For the last fiscal year, desktops and notebook PC sales declined by 0.7% and 3.2%, respectively. This is a reversal from the previous year's increase of 7.5% and 6.7%, respectively. This is the same fate as Dell. Dell's desktops and mobility has also decreased from 61% of revenues in 2008 to 54% in 2011. It seems that this phenomenon is industry-wide. But, it's not as bad as expected. In fact, analysts have predicted better than expected growth for the PC industry.

The worldwide PC market is expected to grow by 5% year-on-year to 383 million units. This is relatively better results despite a tough operating environment. The industry faces significant headwinds such as intensified competition from alternative mobile devices, as well as global economic and political uncertainty. Majority of the growth is attributed to the faster than expected economic recovery from the hard disk drive supply. Going forward, the figures are expected to grow from 364.5 million units sold in 2011 to 528.5 million in 2016. This is an increase of 8.99% for the same period.
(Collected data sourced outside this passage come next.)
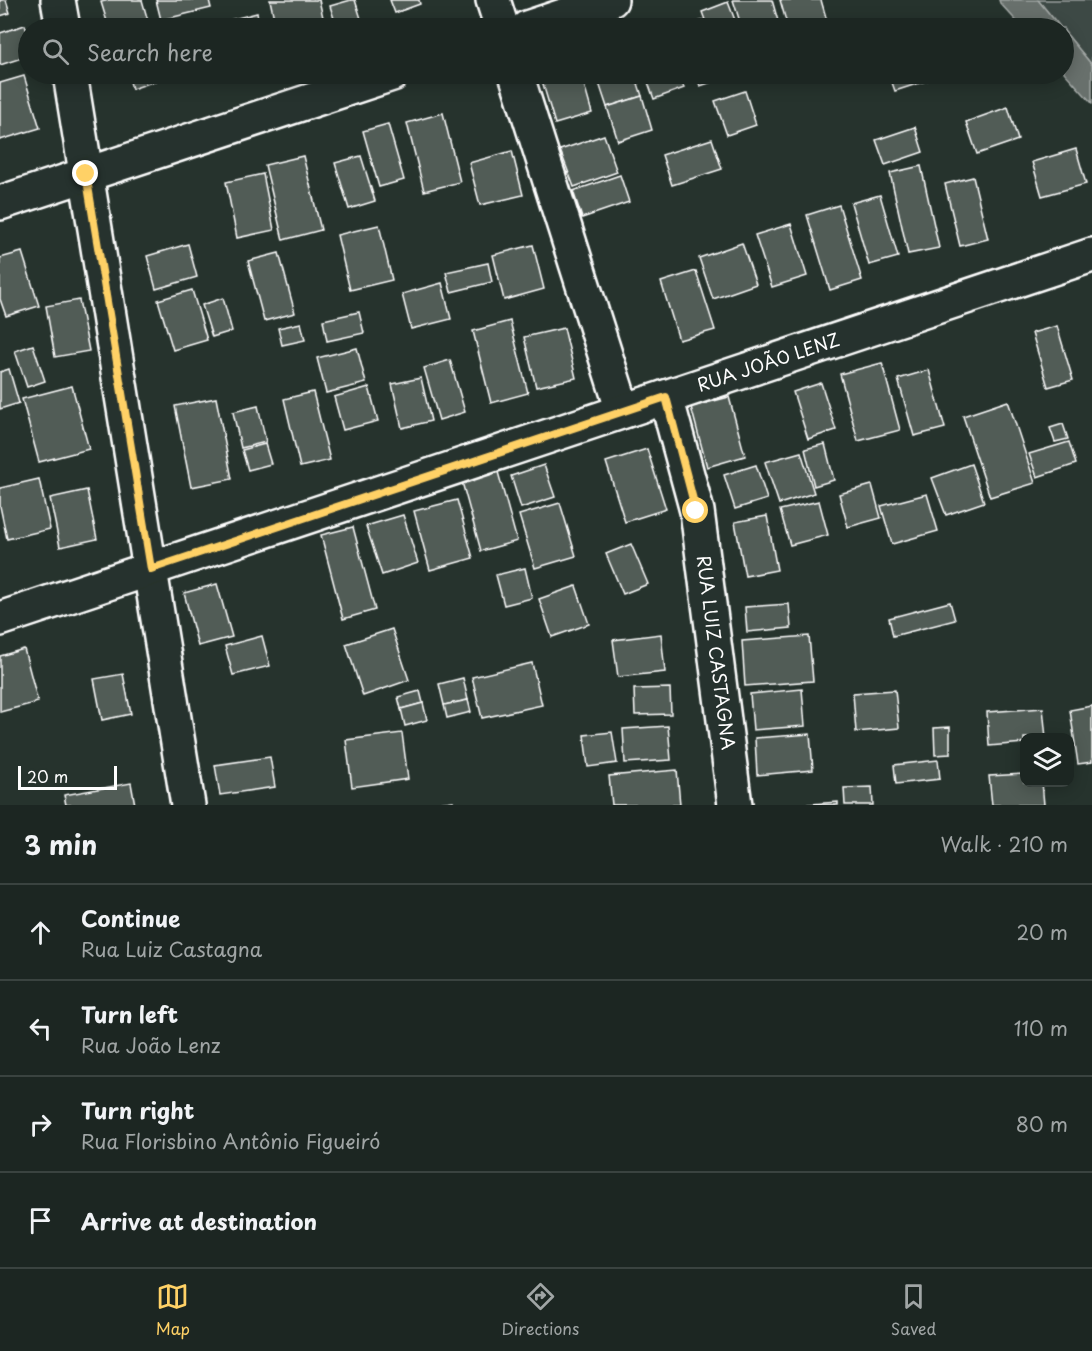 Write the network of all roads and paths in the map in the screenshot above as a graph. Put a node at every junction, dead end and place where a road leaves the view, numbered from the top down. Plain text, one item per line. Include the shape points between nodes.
1 (58, 0) edge
2 (493, 0) edge
3 (610, 0) edge
4 (61, 18) edge
5 (499, 18) edge
6 (556, 18) edge
7 (72, 84) edge
8 (361, 84) edge
9 (519, 84) edge
10 (86, 174) junction
11 (0, 203) edge
12 (1092, 255) edge
13 (666, 397) junction
14 (623, 411) junction
15 (151, 569) junction
16 (0, 620) edge
17 (188, 805) edge
18 (735, 805) edge

1 - 4 street
2 - 5 street
3 - 6 street
7 - 10 street
8 - 10 street
9 - 14 street
10 - 11 street
10 - 15 street
12 - 13 street, RUA JOÃO LENZ
13 - 14 street, RUA JOÃO LENZ
13 - 18 street, RUA LUIZ CASTAGNA via 696,511
14 - 15 street, RUA JOÃO LENZ
15 - 16 street, RUA JOÃO LENZ
15 - 17 street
It seems that industry experts are still optimistic about the PC market in the future. HP's Todd Bradley said that there is still strong demand for PCs as they are very much needed in our daily lives. Also, he said that there is a growing role for tablets, and expects HP to be a significant force in the space. With this, I believe that the PC will continue to post growth albeit at a slower pace. As long as HP develops new products that will address the consumer needs, it will still remain a dominant force in the industry.
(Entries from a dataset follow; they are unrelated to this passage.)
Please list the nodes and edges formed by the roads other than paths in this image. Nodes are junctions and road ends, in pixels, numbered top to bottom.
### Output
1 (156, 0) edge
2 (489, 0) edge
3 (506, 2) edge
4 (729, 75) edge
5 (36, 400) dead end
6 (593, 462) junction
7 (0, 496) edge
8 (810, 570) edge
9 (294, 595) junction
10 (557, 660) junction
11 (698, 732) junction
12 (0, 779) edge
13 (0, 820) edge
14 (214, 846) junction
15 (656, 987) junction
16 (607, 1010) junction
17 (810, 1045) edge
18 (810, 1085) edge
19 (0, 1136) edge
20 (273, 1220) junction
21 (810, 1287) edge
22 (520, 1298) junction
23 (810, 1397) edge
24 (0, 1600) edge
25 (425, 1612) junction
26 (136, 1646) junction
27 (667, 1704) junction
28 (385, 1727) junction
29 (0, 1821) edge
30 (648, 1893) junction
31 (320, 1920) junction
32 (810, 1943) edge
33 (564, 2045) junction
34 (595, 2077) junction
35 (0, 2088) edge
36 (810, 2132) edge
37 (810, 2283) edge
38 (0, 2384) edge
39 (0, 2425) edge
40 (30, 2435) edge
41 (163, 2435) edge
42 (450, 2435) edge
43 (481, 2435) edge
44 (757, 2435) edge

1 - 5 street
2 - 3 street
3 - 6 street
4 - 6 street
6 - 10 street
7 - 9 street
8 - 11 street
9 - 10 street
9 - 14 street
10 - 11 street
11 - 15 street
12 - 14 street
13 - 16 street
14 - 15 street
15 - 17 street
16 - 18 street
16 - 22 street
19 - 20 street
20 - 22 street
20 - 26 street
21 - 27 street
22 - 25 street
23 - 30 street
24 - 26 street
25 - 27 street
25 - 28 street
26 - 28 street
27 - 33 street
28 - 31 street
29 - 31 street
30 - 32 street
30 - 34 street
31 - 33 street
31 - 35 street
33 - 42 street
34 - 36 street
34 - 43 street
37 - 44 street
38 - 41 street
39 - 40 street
The good news is that HP's new products are not limited to PCs alone. It has recently launched a web-enabled browser that targets publishing houses. Aside from this product, it has extended the scope of its customer communications solution, HP Extreme. It added special features like SmartVideo and digital mailbox, which allows users to share video content via emails. The digital mailbox will also assist firms offer their customers personalized email accounts with capabilities such as printing files, receiving alerts and reminders.

Overall, these new offerings will definitely act as catalysts that will turn around HP's operations. It has been more than a month since Meg Whitman announced the company's path to profitability. I believe that the path will be focusing on new products that will cater to customers. These products should definitely have a fighting chance in a commoditized PC world. Cutting down its costs has a limit and would dampen its workforce morale in the long term.

The stock has already lost more than 25% for the last 6 months. It is currently trading 4 times forward earnings and 1.1 times book. It also carries a dividend yield of 2.9%. Microsoft trades at 9.4 times earnings and 3.9 times book value. Dell trades slightly higher at 4.9 times earnings and 1.8 times book.

For now, the market isn't as convinced as HP's CEO. It would take a while before the market can put a premium on a market leader in a tough economic environment. Even if the economy picks up speed, it still needs to convince the market that it can generate profitability as it did in the past.